Gender-neutral communication: how to do it - vladiim
http://theconversation.com/gender-neutral-communication-how-to-do-it-38383

======
belovedeagle
I agree with all of the things that the article explicitly names as
inappropriate use of language, such as featurism and differential naming
(although I think that the quick examples given for diminutivisation,
"waitress" and "actress", are among the _least_ objectionable instances).

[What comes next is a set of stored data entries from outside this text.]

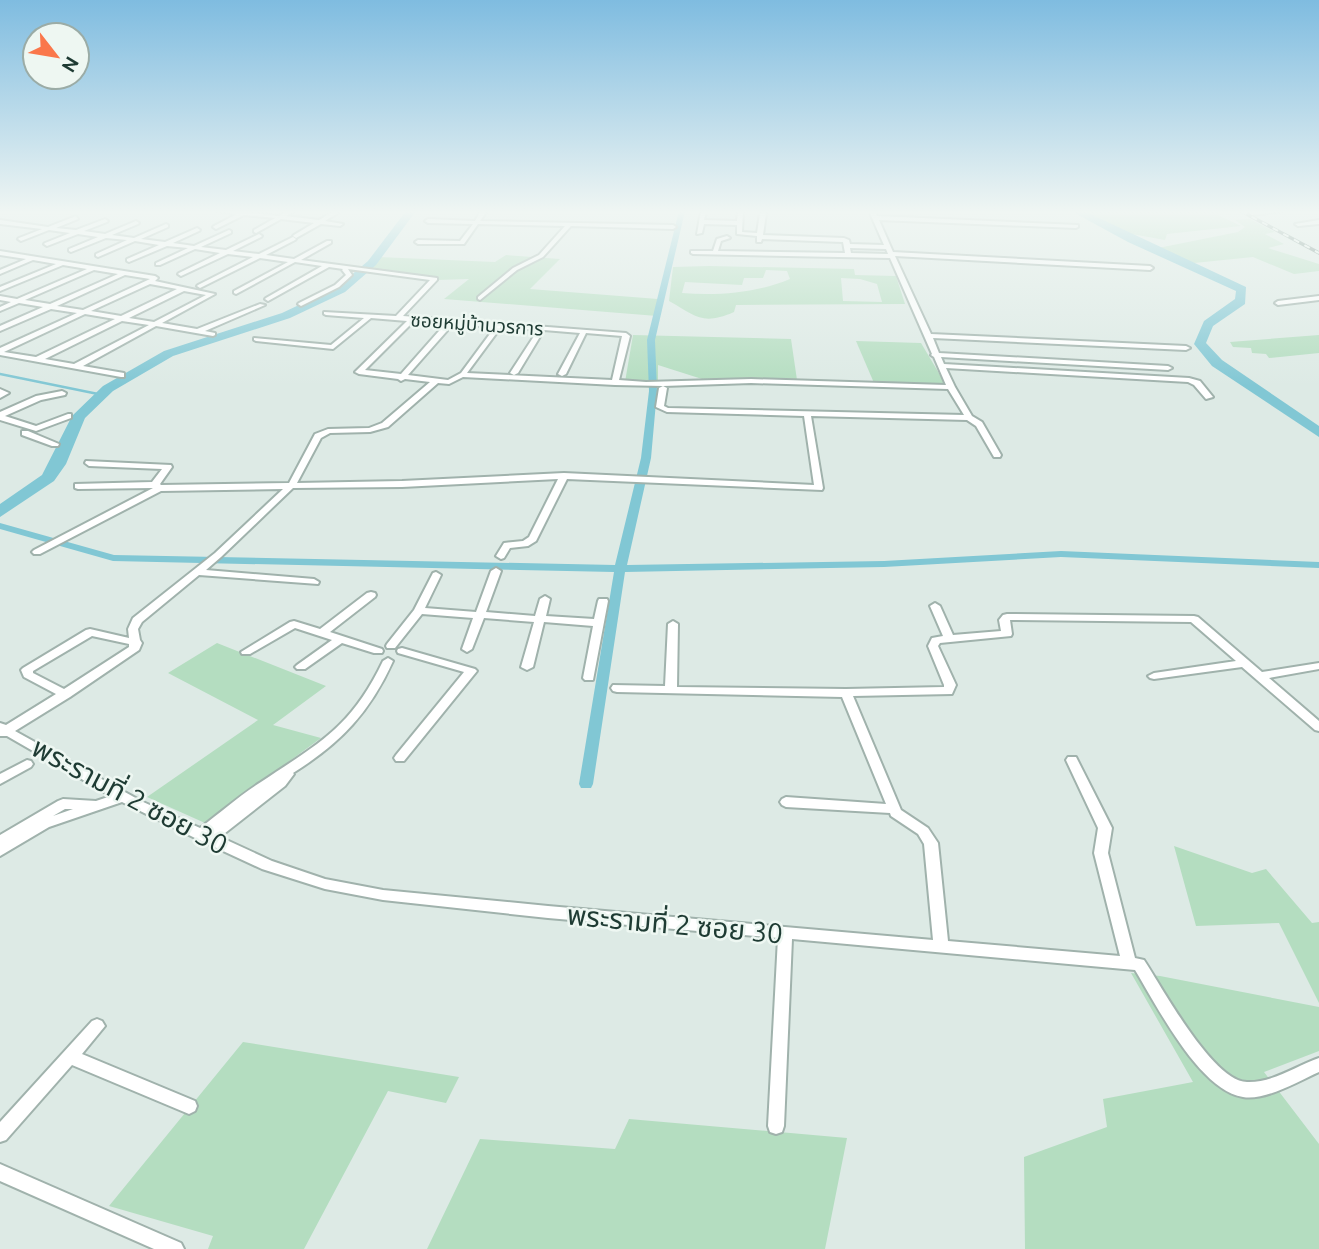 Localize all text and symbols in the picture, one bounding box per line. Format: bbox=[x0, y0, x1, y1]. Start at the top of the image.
north arrow bbox=[21, 21, 91, 91]
text: N bbox=[57, 53, 84, 77]
street label: ซอยหมู่บ้านวรการ bbox=[410, 308, 544, 342]
street label: พระรามที่ 2 ซอย 30 bbox=[27, 728, 235, 860]
street label: พระรามที่ 2 ซอย 30 bbox=[566, 896, 785, 948] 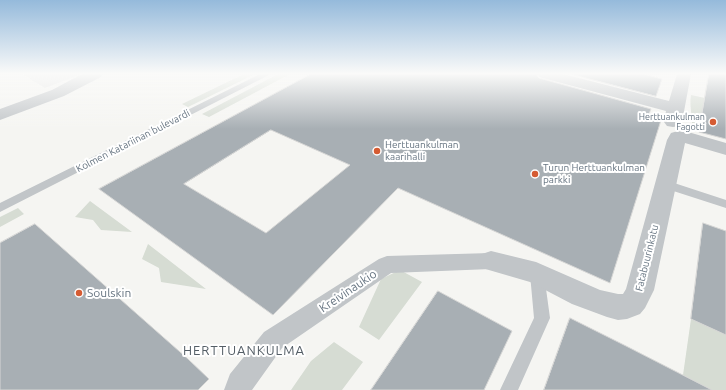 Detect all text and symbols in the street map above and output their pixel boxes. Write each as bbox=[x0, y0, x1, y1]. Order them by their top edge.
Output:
street label: Kolmen Katariinan bulevardi bbox=[74, 107, 192, 175]
place label: Herttuankulman Fagotti bbox=[639, 112, 705, 133]
marker: Herttuankulman Fagotti bbox=[708, 117, 718, 127]
place label: Herttuankulman kaarihalli bbox=[385, 139, 459, 162]
marker: Herttuankulman kaarihalli bbox=[372, 146, 382, 156]
place label: Turun Herttuankulman parkki bbox=[543, 162, 645, 186]
marker: Turun Herttuankulman parkki bbox=[530, 169, 540, 179]
street label: Fatabuurinkatu bbox=[633, 224, 661, 292]
street label: Kreivinaukio bbox=[317, 267, 379, 315]
place label: Soulskin bbox=[87, 286, 131, 300]
marker: Soulskin bbox=[74, 288, 84, 298]
district label: HERTTUANKULMA bbox=[183, 343, 305, 359] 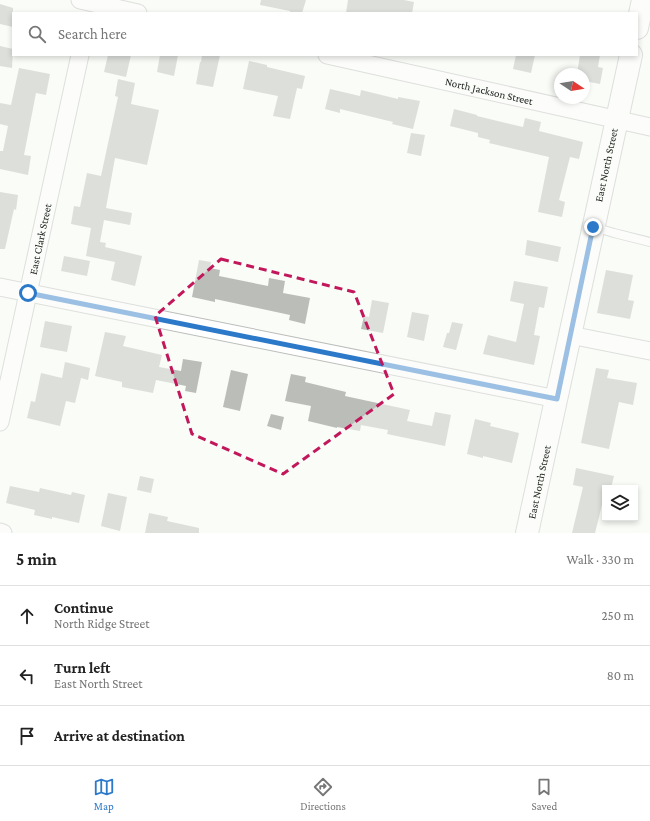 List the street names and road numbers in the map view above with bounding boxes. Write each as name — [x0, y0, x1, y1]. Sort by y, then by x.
street label: North Jackson Street — [444, 75, 534, 108]
street label: East North Street — [592, 127, 620, 203]
street label: East Clark Street — [27, 202, 53, 276]
street label: East North Street — [525, 444, 553, 520]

That leaves me all the more puzzled and bothered that the list of replacements
at the bottom is immediately concerned with eliminating personal pronouns, and
remains concerned with that through most of the examples, rather than actually
dealing with the above-mentioned undesired features. Not all use of the
pronoun "he" highlight masculinity—the author himself recognizes that
grammatical gender is no longer used in English. Of course, in some instances,
it does; I quickly determined that the author was likely male before using
"himself" in the previous sentence. The difference, which the author doesn't
bother to point out, is that when talking about a particular person, it is no
longer acceptable in English to use masculine pronouns when the referent's
gender is unknown, and I think that's a good thing. I also think that a great
many writers have adopted that convention, which explains in part why most of
the examples are dealing with the other use of the personal pronoun not to
refer to a specific person but to an arbitrary person. In these cases there's
no reason to see "he" as gendered; it's simply a generic pronoun.